──────── Data for this exercise

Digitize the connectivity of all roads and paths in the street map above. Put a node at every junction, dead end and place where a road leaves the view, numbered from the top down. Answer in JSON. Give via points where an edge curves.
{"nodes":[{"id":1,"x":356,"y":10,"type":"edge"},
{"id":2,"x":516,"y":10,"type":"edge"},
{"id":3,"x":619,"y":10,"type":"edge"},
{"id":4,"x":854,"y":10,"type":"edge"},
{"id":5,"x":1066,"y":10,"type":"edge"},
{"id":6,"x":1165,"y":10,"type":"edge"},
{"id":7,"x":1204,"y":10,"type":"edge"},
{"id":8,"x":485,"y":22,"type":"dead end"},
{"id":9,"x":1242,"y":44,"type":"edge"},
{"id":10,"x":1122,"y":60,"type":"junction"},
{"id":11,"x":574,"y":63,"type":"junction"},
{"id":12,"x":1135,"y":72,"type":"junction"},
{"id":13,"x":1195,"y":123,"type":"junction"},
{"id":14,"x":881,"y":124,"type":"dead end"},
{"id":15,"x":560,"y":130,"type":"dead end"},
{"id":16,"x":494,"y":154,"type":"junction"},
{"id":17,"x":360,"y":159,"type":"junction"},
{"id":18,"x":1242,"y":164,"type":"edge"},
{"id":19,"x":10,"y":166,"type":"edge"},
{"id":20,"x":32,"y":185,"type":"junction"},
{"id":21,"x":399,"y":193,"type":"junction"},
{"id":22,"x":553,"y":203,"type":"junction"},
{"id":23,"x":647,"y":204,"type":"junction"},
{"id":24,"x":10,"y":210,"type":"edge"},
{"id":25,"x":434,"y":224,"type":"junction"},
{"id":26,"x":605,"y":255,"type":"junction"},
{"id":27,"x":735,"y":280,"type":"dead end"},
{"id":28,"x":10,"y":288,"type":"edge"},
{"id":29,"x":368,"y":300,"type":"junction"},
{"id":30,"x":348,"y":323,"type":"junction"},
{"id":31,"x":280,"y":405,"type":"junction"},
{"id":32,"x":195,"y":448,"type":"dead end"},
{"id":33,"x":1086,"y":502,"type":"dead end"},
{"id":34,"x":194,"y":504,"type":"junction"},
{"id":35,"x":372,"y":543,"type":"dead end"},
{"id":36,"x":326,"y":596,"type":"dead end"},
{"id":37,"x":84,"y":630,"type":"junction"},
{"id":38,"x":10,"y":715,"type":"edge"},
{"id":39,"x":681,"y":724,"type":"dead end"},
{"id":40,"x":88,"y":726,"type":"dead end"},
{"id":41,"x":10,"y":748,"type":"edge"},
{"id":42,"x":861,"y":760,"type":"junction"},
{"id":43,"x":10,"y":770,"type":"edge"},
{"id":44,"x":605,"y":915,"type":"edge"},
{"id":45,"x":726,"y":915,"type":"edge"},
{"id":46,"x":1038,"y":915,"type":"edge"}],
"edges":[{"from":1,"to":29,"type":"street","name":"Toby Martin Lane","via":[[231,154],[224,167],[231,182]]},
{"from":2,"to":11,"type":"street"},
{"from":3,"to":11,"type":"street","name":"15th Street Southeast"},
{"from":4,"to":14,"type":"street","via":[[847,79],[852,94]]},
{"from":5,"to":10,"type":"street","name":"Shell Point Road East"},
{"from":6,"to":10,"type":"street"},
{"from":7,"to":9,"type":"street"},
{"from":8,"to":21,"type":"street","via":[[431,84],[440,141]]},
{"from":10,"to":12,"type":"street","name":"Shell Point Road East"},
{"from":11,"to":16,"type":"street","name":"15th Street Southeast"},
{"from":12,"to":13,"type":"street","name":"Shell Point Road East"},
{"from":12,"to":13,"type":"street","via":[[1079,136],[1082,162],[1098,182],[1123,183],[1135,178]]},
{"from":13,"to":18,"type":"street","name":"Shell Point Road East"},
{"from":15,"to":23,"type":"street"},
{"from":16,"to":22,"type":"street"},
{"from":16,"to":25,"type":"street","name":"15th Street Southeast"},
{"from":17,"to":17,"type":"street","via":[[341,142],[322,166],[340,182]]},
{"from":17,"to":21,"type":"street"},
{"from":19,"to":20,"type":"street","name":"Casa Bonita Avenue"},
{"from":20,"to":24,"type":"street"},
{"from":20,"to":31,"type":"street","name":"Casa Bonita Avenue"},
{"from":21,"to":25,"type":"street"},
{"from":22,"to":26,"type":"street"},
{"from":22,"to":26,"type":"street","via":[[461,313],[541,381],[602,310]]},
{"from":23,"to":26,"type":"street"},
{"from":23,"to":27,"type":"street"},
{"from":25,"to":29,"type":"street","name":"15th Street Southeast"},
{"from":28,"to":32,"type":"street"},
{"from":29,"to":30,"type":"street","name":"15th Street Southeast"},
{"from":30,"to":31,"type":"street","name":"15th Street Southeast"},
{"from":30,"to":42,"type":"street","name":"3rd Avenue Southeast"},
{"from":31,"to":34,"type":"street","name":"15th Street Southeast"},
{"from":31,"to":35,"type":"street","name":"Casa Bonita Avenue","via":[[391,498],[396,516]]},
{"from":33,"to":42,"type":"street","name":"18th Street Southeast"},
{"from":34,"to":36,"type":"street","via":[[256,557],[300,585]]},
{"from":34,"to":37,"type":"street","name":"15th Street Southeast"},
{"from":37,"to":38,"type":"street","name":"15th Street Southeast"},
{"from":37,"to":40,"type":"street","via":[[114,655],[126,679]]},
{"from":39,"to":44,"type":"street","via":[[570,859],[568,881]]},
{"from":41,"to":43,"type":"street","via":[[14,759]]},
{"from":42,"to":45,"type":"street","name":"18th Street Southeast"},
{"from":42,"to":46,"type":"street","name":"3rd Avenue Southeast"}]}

────────────────

[Directions for this task]
In the entries above, count every line containing the word "Shell". Write only the total.

[Exercise output]
4